THE PROBLEM –
Below are the records; retype each one exactly.

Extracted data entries
╭──

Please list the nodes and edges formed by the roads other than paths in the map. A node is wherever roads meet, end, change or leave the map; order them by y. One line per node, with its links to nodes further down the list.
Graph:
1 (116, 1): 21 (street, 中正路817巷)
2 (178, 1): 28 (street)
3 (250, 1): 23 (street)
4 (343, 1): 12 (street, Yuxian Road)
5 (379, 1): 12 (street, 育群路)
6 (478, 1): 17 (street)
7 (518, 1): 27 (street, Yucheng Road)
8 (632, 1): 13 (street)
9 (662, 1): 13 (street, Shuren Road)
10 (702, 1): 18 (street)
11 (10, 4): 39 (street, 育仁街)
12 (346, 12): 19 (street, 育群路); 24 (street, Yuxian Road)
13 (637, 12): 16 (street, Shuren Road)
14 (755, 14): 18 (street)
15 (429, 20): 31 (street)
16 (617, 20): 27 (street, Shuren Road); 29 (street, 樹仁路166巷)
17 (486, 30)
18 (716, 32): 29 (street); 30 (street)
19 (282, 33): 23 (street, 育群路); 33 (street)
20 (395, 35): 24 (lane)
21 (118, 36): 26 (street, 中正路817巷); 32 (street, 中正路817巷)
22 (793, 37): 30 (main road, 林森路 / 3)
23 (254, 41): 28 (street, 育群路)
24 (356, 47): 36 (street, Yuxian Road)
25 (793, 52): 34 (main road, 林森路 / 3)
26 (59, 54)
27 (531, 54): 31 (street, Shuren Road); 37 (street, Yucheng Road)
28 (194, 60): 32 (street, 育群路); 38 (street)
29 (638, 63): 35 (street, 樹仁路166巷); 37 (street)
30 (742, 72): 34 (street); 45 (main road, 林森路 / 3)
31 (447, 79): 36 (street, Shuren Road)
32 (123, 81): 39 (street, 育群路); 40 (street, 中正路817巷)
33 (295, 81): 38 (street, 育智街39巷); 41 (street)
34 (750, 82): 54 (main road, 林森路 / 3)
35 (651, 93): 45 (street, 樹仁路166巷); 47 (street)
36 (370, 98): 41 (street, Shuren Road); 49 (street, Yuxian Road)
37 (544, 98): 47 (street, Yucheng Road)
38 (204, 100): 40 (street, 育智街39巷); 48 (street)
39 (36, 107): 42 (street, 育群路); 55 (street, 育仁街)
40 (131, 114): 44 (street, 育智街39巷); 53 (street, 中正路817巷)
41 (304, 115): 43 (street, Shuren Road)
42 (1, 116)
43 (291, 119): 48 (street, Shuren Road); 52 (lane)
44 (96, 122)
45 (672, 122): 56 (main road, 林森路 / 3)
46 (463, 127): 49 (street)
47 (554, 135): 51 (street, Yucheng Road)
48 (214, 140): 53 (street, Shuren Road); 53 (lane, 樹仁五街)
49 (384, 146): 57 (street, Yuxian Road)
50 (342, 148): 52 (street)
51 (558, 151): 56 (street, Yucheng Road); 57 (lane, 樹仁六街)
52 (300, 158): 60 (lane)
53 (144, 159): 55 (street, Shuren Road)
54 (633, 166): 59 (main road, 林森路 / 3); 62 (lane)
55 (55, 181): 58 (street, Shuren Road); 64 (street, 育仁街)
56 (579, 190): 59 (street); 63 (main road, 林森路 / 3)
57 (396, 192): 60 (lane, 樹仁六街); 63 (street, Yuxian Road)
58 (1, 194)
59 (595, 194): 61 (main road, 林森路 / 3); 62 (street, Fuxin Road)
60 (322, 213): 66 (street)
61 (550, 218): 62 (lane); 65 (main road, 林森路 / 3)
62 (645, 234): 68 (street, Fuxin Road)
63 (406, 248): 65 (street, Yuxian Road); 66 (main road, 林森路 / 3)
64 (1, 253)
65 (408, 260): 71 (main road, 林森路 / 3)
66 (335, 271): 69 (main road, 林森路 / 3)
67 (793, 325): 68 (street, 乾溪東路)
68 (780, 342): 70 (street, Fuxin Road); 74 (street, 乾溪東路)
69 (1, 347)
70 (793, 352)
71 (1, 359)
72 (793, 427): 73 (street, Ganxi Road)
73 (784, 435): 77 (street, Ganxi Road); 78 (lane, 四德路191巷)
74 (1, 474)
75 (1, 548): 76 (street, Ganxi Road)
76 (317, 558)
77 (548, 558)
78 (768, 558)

╰──

SOLUTION TO THIS PROBLEM –
Please list the nodes and edges formed by the roads other than paths in the map. A node is wherever roads meet, end, change or leave the map; order them by y. One line per node, with its links to nodes further down the list.
Graph:
1 (116, 1): 21 (street, 中正路817巷)
2 (178, 1): 28 (street)
3 (250, 1): 23 (street)
4 (343, 1): 12 (street, Yuxian Road)
5 (379, 1): 12 (street, 育群路)
6 (478, 1): 17 (street)
7 (518, 1): 27 (street, Yucheng Road)
8 (632, 1): 13 (street)
9 (662, 1): 13 (street, Shuren Road)
10 (702, 1): 18 (street)
11 (10, 4): 39 (street, 育仁街)
12 (346, 12): 19 (street, 育群路); 24 (street, Yuxian Road)
13 (637, 12): 16 (street, Shuren Road)
14 (755, 14): 18 (street)
15 (429, 20): 31 (street)
16 (617, 20): 27 (street, Shuren Road); 29 (street, 樹仁路166巷)
17 (486, 30)
18 (716, 32): 29 (street); 30 (street)
19 (282, 33): 23 (street, 育群路); 33 (street)
20 (395, 35): 24 (lane)
21 (118, 36): 26 (street, 中正路817巷); 32 (street, 中正路817巷)
22 (793, 37): 30 (main road, 林森路 / 3)
23 (254, 41): 28 (street, 育群路)
24 (356, 47): 36 (street, Yuxian Road)
25 (793, 52): 34 (main road, 林森路 / 3)
26 (59, 54)
27 (531, 54): 31 (street, Shuren Road); 37 (street, Yucheng Road)
28 (194, 60): 32 (street, 育群路); 38 (street)
29 (638, 63): 35 (street, 樹仁路166巷); 37 (street)
30 (742, 72): 34 (street); 45 (main road, 林森路 / 3)
31 (447, 79): 36 (street, Shuren Road)
32 (123, 81): 39 (street, 育群路); 40 (street, 中正路817巷)
33 (295, 81): 38 (street, 育智街39巷); 41 (street)
34 (750, 82): 54 (main road, 林森路 / 3)
35 (651, 93): 45 (street, 樹仁路166巷); 47 (street)
36 (370, 98): 41 (street, Shuren Road); 49 (street, Yuxian Road)
37 (544, 98): 47 (street, Yucheng Road)
38 (204, 100): 40 (street, 育智街39巷); 48 (street)
39 (36, 107): 42 (street, 育群路); 55 (street, 育仁街)
40 (131, 114): 44 (street, 育智街39巷); 53 (street, 中正路817巷)
41 (304, 115): 43 (street, Shuren Road)
42 (1, 116)
43 (291, 119): 48 (street, Shuren Road); 52 (lane)
44 (96, 122)
45 (672, 122): 56 (main road, 林森路 / 3)
46 (463, 127): 49 (street)
47 (554, 135): 51 (street, Yucheng Road)
48 (214, 140): 53 (street, Shuren Road); 53 (lane, 樹仁五街)
49 (384, 146): 57 (street, Yuxian Road)
50 (342, 148): 52 (street)
51 (558, 151): 56 (street, Yucheng Road); 57 (lane, 樹仁六街)
52 (300, 158): 60 (lane)
53 (144, 159): 55 (street, Shuren Road)
54 (633, 166): 59 (main road, 林森路 / 3); 62 (lane)
55 (55, 181): 58 (street, Shuren Road); 64 (street, 育仁街)
56 (579, 190): 59 (street); 63 (main road, 林森路 / 3)
57 (396, 192): 60 (lane, 樹仁六街); 63 (street, Yuxian Road)
58 (1, 194)
59 (595, 194): 61 (main road, 林森路 / 3); 62 (street, Fuxin Road)
60 (322, 213): 66 (street)
61 (550, 218): 62 (lane); 65 (main road, 林森路 / 3)
62 (645, 234): 68 (street, Fuxin Road)
63 (406, 248): 65 (street, Yuxian Road); 66 (main road, 林森路 / 3)
64 (1, 253)
65 (408, 260): 71 (main road, 林森路 / 3)
66 (335, 271): 69 (main road, 林森路 / 3)
67 (793, 325): 68 (street, 乾溪東路)
68 (780, 342): 70 (street, Fuxin Road); 74 (street, 乾溪東路)
69 (1, 347)
70 (793, 352)
71 (1, 359)
72 (793, 427): 73 (street, Ganxi Road)
73 (784, 435): 77 (street, Ganxi Road); 78 (lane, 四德路191巷)
74 (1, 474)
75 (1, 548): 76 (street, Ganxi Road)
76 (317, 558)
77 (548, 558)
78 (768, 558)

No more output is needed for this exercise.